:: Records supplied ::

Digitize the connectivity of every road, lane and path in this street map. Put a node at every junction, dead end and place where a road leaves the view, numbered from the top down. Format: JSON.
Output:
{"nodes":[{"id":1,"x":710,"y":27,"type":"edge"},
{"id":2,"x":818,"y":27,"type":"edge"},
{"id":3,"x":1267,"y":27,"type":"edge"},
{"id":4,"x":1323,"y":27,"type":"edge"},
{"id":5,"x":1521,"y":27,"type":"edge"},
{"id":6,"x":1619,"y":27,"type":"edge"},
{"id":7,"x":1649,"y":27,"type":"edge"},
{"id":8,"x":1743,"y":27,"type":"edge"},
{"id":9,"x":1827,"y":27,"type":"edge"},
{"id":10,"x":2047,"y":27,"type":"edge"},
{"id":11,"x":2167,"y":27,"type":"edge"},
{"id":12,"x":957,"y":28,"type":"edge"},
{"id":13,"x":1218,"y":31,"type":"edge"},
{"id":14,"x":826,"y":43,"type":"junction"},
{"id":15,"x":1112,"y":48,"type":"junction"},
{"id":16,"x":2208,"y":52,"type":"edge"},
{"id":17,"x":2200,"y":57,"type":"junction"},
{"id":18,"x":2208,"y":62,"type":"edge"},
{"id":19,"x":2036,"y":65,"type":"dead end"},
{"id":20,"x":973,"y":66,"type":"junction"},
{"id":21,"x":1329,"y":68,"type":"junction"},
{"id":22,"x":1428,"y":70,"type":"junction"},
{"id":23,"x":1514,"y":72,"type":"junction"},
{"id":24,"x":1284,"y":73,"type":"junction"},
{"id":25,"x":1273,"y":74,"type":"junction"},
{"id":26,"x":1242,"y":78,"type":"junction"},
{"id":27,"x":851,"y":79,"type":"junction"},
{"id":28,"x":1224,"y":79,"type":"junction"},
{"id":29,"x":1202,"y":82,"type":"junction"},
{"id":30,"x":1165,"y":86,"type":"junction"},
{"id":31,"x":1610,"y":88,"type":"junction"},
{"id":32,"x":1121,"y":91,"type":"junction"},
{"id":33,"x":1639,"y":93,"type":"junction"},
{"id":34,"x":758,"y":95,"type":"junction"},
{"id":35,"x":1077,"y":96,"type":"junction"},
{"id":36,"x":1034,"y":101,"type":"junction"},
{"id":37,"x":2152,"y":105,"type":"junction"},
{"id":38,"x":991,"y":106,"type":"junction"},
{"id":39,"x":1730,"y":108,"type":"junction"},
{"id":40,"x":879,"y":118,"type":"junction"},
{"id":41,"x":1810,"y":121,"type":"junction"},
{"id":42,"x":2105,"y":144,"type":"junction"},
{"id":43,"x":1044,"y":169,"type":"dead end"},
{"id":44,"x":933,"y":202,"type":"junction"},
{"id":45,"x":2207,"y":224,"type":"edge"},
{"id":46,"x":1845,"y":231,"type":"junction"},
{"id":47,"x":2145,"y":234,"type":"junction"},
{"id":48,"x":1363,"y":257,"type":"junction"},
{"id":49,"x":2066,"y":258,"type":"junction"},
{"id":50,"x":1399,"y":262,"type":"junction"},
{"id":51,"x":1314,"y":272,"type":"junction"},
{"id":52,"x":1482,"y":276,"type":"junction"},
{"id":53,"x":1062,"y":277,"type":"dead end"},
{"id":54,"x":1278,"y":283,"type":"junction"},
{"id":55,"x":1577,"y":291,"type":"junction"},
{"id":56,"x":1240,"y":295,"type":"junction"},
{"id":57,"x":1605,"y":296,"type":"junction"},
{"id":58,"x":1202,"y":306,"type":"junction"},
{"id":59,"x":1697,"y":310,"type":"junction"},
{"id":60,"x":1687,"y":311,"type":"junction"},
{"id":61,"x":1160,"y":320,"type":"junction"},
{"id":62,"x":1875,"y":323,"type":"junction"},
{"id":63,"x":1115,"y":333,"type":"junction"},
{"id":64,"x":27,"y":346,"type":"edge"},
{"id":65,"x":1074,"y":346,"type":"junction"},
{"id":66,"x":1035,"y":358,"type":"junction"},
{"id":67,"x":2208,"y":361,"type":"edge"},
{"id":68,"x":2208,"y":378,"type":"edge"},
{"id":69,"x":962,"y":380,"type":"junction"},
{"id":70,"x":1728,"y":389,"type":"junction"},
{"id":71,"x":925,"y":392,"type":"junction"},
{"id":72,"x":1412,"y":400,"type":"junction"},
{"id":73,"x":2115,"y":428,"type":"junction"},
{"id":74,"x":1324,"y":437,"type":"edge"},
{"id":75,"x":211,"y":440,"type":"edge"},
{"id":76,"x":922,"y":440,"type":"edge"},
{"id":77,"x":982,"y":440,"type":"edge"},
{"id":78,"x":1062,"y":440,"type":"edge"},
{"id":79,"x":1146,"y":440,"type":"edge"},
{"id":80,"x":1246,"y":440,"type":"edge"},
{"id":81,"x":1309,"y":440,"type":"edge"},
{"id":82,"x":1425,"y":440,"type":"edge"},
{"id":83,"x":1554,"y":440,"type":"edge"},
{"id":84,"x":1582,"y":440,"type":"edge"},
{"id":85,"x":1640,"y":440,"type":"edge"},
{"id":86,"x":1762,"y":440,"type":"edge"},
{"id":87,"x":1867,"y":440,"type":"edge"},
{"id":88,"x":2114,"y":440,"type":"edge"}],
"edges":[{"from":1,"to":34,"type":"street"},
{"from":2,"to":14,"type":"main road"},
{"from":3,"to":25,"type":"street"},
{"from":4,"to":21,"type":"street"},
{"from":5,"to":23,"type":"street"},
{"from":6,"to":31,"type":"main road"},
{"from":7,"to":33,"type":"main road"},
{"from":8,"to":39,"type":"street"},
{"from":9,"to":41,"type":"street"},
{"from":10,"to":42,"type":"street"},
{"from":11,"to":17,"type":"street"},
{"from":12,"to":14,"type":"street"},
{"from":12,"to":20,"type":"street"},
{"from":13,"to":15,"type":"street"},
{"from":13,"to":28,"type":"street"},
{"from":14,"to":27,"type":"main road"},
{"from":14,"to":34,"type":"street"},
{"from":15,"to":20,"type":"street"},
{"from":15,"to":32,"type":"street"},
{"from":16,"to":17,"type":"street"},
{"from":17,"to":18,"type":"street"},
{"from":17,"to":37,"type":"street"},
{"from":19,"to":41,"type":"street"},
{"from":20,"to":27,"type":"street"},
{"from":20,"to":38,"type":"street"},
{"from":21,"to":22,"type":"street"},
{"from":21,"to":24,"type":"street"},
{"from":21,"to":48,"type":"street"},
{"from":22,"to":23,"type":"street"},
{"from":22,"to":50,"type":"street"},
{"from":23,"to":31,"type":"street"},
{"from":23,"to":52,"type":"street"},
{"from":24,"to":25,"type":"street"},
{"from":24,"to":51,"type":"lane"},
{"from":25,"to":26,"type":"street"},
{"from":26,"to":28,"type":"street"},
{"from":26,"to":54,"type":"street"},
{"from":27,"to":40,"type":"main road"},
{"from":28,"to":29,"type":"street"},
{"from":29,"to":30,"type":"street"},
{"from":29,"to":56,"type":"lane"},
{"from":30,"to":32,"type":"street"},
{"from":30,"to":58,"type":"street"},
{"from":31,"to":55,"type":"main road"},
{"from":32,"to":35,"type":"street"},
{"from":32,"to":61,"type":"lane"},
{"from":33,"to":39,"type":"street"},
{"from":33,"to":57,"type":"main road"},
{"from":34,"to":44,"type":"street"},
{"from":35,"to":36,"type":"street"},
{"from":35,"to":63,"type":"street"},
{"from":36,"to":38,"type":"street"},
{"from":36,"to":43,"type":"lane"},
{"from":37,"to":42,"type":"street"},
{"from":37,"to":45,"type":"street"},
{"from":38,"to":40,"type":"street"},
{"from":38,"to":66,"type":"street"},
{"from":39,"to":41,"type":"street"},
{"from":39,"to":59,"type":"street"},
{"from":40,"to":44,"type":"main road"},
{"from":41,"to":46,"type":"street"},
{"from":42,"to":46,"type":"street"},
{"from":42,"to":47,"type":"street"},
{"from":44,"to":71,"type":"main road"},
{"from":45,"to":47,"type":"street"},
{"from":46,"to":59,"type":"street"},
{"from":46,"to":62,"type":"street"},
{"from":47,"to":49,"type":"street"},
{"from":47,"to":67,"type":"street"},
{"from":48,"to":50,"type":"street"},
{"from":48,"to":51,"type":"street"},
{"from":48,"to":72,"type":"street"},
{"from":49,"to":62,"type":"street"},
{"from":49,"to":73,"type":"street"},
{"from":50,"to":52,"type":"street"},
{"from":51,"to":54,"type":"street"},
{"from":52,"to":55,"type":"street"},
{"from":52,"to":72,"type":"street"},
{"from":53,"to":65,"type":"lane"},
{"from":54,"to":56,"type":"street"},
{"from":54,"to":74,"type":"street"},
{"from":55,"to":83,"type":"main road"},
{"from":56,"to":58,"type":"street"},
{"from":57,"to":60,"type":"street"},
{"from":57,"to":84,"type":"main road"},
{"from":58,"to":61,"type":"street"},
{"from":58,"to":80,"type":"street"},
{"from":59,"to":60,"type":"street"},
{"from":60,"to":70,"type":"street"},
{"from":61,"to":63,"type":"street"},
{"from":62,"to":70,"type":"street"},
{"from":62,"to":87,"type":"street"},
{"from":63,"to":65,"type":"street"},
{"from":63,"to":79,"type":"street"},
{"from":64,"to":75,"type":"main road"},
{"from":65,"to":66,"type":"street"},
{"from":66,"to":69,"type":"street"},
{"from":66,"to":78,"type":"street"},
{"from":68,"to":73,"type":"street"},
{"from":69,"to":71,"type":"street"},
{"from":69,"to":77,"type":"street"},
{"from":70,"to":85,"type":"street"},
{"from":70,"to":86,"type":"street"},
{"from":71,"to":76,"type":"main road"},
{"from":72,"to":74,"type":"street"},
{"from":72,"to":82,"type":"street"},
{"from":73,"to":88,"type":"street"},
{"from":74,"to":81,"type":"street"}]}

:::

§ **Aim of the task**: For the data above, give the number of lines in which the word "dead" appears, and nothing more.

§ **Response**: 4